Stored data entries
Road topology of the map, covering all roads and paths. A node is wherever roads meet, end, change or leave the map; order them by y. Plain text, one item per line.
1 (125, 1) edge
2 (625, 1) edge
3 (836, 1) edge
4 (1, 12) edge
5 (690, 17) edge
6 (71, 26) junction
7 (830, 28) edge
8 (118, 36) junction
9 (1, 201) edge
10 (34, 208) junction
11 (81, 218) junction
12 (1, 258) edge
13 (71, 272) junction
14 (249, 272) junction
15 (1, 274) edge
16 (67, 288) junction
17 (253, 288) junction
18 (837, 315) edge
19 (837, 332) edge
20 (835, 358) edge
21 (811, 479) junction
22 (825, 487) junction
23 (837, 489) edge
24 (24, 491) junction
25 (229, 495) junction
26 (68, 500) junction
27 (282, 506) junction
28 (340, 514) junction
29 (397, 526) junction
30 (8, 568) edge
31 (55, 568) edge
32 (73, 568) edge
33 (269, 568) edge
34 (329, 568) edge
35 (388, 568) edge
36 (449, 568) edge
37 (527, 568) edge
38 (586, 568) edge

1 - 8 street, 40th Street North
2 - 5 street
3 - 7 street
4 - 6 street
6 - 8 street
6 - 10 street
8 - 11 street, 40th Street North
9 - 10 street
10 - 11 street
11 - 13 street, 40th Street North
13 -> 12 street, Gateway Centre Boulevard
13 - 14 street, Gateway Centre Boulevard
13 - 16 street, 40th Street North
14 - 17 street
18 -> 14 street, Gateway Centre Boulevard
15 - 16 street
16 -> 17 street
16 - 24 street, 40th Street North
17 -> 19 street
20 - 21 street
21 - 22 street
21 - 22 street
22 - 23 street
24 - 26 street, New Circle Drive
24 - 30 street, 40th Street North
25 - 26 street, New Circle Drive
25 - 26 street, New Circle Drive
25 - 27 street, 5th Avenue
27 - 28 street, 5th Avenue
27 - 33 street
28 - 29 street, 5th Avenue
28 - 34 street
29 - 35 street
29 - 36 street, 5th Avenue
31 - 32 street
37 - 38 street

> [AIM OF THE EXERCISE]: In the records above, find the lines holding "Centre". Copy each one.

> [THE ANSWER]:
13 -> 12 street, Gateway Centre Boulevard
13 - 14 street, Gateway Centre Boulevard
18 -> 14 street, Gateway Centre Boulevard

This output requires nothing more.